9 Jun, 2011 : Anjana Ahuja


To mark the 75th anniversary of the death of Henry Wellcome and the founding of the Wellcome Trust, we are publishing a series of 14 features on people who have been significant in the Trust’s history. In our seventh piece, freelance science writer Anjana Ahuja looks at Nick White, Director of the Wellcome Trust’s South-east Asia Major Overseas Programme.Nick White
Professor Nick White wants to get up close and personal with his nemesis. Unlike many of his colleagues and co-workers, he has never contracted malaria, the disease to which he has devoted the bulk of his 30-year career, backed principally by the Wellcome Trust and the University of Oxford. And so he is now considering drastic action. “I’m actually thinking of giving it to myself,” he reveals. “Lots of scientists experiment on their own bodies.
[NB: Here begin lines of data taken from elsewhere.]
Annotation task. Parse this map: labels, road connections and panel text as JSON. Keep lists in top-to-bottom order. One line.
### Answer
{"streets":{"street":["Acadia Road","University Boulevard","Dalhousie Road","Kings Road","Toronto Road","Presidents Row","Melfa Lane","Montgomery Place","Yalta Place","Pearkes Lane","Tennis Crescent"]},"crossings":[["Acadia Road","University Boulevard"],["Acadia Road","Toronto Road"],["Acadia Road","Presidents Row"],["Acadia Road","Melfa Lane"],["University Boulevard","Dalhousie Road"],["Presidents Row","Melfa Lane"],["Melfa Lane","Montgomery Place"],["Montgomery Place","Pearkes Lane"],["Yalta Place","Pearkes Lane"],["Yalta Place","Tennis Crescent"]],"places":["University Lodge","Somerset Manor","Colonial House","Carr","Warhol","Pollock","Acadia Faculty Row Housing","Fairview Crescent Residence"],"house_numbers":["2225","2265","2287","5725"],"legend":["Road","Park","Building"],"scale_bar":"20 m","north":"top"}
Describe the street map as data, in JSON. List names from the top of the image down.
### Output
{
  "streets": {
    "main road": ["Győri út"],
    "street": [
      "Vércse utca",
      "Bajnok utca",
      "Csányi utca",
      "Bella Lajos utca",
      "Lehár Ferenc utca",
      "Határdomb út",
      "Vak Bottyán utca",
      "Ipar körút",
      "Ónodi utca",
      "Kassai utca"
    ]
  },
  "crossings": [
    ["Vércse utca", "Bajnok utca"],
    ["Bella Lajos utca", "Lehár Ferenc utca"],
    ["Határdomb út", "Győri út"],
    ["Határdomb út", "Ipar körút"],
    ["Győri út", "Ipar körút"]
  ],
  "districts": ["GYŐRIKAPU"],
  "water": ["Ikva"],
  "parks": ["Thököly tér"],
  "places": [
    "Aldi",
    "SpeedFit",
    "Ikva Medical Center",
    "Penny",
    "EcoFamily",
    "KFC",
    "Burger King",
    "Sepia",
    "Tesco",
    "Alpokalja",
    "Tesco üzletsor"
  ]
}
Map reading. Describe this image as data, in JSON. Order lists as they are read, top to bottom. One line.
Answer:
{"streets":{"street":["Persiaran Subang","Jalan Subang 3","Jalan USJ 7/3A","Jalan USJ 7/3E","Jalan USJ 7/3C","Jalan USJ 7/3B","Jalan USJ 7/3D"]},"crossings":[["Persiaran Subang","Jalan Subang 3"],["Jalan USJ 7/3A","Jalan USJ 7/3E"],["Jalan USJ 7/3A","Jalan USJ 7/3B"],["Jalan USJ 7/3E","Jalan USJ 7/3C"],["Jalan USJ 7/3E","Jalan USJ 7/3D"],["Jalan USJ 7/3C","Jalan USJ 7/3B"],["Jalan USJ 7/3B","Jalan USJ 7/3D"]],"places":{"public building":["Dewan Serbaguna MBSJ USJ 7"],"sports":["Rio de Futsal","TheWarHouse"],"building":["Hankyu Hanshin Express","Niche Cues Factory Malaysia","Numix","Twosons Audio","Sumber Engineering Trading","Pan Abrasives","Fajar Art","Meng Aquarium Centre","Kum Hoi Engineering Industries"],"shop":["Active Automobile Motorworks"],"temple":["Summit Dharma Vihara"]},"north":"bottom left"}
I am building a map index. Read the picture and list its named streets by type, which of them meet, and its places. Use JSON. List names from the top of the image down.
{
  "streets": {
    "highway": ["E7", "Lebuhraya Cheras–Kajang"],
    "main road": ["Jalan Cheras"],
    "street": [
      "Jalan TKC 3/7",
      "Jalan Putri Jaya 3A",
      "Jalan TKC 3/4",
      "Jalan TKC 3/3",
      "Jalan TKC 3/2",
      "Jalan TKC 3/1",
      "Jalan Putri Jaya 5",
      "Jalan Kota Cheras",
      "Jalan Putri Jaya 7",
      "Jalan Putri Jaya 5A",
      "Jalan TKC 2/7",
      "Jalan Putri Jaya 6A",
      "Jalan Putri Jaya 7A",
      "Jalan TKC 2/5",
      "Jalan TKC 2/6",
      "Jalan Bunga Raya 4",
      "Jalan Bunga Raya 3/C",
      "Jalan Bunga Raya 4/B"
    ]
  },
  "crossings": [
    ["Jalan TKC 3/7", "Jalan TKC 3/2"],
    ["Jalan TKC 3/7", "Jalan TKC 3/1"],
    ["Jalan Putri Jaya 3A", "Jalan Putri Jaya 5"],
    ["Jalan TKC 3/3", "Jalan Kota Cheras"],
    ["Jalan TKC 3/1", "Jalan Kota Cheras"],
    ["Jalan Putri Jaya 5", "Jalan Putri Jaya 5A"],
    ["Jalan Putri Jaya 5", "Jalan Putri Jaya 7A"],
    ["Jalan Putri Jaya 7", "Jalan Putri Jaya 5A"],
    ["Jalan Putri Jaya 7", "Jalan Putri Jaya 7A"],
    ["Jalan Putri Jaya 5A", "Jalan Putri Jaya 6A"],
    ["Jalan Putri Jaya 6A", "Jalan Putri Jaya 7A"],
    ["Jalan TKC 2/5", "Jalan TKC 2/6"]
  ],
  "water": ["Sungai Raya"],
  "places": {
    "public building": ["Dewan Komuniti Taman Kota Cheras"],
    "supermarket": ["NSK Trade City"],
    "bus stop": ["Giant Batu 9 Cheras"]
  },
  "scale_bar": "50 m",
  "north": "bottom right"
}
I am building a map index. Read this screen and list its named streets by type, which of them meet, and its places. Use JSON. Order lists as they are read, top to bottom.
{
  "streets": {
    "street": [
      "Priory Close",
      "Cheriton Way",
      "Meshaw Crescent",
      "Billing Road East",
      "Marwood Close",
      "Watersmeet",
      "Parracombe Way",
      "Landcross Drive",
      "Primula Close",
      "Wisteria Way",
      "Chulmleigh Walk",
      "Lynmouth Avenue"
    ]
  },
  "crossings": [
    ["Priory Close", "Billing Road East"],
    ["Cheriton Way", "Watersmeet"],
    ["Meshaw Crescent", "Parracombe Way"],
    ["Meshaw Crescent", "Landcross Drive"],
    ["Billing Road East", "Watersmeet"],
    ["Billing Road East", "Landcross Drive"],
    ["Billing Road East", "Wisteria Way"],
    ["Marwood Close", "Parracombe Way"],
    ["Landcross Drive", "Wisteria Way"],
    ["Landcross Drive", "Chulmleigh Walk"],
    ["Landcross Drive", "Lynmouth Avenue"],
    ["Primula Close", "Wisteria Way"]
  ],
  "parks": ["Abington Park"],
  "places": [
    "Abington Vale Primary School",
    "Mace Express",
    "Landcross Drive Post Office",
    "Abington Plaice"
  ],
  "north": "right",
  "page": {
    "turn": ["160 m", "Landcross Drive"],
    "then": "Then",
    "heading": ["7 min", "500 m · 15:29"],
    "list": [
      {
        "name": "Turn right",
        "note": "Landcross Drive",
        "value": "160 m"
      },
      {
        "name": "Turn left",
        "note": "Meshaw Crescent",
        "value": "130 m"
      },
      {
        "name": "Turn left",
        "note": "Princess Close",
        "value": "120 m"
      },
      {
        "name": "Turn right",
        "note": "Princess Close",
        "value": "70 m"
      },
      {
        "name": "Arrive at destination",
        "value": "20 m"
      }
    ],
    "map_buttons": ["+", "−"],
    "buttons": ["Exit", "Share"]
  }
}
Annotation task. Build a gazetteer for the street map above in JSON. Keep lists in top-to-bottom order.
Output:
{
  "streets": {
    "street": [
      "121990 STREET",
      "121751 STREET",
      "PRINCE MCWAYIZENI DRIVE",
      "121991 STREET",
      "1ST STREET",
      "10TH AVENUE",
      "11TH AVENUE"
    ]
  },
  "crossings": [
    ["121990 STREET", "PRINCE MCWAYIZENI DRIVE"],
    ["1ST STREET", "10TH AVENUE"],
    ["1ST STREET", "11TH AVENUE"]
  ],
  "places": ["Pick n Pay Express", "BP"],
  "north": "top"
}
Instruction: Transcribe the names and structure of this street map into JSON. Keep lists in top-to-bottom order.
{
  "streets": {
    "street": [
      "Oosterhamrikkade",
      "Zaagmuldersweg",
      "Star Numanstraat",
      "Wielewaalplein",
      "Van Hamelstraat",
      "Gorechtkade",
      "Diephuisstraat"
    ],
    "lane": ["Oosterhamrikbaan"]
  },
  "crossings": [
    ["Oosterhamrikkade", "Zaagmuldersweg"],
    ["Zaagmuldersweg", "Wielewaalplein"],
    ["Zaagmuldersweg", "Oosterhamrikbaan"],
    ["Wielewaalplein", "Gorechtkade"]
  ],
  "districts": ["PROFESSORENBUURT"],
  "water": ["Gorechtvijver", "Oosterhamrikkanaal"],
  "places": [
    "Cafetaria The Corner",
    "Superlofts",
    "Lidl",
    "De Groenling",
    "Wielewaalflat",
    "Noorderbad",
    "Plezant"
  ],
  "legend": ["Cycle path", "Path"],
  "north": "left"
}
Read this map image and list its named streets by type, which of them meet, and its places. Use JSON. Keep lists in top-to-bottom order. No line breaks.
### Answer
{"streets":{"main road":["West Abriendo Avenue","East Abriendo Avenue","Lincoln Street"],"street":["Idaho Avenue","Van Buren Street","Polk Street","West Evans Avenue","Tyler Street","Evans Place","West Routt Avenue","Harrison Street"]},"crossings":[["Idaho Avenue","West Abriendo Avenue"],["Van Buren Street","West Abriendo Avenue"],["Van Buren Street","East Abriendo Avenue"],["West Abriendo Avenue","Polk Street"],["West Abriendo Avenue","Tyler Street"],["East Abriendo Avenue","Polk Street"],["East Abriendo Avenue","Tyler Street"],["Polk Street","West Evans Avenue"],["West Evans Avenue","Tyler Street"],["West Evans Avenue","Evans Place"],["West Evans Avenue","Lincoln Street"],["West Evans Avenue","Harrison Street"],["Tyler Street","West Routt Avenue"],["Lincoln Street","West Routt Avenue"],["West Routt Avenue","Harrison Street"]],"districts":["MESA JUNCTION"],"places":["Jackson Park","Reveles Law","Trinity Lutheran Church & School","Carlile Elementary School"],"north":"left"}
Why shouldn’t I?”
Because, I suggest tentatively, malaria is a horrible disease that causes enormous suffering and almost one million deaths a year worldwide, including a fifth of all childhood deaths in Africa? “Ah, but I can cure myself with drugs.” And with that simple riposte, White unwittingly captures much about the state of the global war against malaria today.
On the one hand, the disease is treatable with current medicines; the World Health Organization recommends a frontline treatment called artemisinin-based combination therapy (ACT). White, 60, who runs the Trust’s South-east Asia Major Overseas Programme from his base at Mahidol University in Bangkok, is largely responsible for this fresh weapon in medicine’s armoury: in 1979, he and his colleagues chanced upon a paper in a Chinese scientific journal detailing the antimalarial properties of a herb called qinghao, derived from the sweet wormwood tree. By tracking down the Chinese scientists who did the work, and then conducting their own detailed, large-scale studies on infected patients, his team were able to prove definitively that derivatives of qinghao (called qinghaosu, or, more commonly artemisinin) worked better than quinine to vanquish malaria.
Now, a potent form of artemisinin is recommended in combination with a conventional antimalarial, such as mefloquine, as the best line of defence against the disease. These therapeutic double-acts are arguably the closest that modern medicine has come to an antimalarial wonder drug: the artemisinin derivative delivers a swift, powerful punch capable of killing most of the Plasmodium falciparum parasites, while its slower-acting partner wipes out the parasitic stragglers that survive the first blow (and that, if left untreated, could become a petri dish for resistant strains to emerge).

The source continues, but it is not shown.